Collected data entries:
________________________________________
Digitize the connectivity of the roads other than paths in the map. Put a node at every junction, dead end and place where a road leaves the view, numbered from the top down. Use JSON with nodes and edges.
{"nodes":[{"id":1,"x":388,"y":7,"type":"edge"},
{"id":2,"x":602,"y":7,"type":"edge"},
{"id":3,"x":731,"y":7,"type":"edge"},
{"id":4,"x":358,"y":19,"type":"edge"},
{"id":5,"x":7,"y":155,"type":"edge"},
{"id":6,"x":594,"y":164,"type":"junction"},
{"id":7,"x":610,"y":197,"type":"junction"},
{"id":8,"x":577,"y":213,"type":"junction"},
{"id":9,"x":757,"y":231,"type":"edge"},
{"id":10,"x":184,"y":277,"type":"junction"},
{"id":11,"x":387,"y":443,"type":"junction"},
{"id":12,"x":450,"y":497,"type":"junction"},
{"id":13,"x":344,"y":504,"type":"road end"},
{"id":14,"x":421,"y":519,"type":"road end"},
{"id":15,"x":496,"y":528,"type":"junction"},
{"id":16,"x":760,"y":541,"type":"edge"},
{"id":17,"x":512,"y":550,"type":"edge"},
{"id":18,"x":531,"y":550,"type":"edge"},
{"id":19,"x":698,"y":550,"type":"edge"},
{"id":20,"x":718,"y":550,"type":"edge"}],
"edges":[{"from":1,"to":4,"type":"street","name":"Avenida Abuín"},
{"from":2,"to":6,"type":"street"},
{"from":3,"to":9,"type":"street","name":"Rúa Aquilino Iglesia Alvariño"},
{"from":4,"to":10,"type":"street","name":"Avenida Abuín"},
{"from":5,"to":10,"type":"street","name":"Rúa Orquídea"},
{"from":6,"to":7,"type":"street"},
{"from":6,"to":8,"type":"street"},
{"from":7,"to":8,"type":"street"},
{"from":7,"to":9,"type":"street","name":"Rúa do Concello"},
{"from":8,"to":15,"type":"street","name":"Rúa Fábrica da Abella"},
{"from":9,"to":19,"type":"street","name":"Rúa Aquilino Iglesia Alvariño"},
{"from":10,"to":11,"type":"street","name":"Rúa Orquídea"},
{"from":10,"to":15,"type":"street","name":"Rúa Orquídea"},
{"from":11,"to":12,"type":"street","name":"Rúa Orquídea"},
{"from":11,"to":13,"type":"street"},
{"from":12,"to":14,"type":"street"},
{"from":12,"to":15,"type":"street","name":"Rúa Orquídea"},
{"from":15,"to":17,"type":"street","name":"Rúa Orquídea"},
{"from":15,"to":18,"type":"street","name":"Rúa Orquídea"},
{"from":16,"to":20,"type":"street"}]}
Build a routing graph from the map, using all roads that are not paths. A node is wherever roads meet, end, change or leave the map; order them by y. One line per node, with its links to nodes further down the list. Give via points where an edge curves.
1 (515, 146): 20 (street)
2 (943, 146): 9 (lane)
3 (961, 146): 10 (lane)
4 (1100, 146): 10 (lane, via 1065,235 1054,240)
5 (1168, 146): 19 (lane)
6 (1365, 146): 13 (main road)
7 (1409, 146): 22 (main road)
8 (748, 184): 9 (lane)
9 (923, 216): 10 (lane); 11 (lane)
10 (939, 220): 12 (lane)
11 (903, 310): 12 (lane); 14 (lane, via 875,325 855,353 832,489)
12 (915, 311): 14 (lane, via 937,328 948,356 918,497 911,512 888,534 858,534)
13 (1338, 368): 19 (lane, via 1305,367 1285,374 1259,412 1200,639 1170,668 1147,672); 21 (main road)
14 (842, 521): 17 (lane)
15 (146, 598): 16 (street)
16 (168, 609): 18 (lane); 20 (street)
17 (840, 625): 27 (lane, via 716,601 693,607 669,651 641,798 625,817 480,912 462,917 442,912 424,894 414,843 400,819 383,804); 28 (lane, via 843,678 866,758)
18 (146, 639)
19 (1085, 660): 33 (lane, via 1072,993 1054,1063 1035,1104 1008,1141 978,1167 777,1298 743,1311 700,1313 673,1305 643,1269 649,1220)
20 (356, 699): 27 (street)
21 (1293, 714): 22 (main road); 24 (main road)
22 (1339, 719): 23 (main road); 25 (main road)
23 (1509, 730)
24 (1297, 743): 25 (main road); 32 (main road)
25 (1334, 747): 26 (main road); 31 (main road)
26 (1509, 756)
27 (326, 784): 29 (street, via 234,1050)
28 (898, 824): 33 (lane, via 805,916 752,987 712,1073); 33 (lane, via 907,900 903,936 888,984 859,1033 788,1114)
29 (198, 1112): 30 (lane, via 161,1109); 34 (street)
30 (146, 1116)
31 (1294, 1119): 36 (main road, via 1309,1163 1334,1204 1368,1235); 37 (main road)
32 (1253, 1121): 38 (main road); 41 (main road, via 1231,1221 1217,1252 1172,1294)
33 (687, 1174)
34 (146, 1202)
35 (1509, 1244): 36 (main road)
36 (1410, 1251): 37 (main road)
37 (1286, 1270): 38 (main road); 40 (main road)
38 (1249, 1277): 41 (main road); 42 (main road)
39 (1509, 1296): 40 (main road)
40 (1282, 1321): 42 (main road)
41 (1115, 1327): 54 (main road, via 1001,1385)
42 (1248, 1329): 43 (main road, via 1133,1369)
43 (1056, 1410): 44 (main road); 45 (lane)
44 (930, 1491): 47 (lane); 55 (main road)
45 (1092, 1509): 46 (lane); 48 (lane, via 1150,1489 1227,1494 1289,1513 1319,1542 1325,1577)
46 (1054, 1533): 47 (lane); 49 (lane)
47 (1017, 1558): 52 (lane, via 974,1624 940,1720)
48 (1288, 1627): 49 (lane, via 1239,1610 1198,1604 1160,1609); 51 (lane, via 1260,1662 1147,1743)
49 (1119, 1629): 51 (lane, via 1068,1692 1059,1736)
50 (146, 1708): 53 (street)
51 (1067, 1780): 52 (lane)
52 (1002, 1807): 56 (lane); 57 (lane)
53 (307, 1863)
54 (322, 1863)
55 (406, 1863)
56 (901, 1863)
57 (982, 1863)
________________________________________
__Exercise goal__:
Please return every line in the data that includes the string "Orquídea".

__Result for this exercise__:
{"from":5,"to":10,"type":"street","name":"Rúa Orquídea"},
{"from":10,"to":11,"type":"street","name":"Rúa Orquídea"},
{"from":10,"to":15,"type":"street","name":"Rúa Orquídea"},
{"from":11,"to":12,"type":"street","name":"Rúa Orquídea"},
{"from":12,"to":15,"type":"street","name":"Rúa Orquídea"},
{"from":15,"to":17,"type":"street","name":"Rúa Orquídea"},
{"from":15,"to":18,"type":"street","name":"Rúa Orquídea"},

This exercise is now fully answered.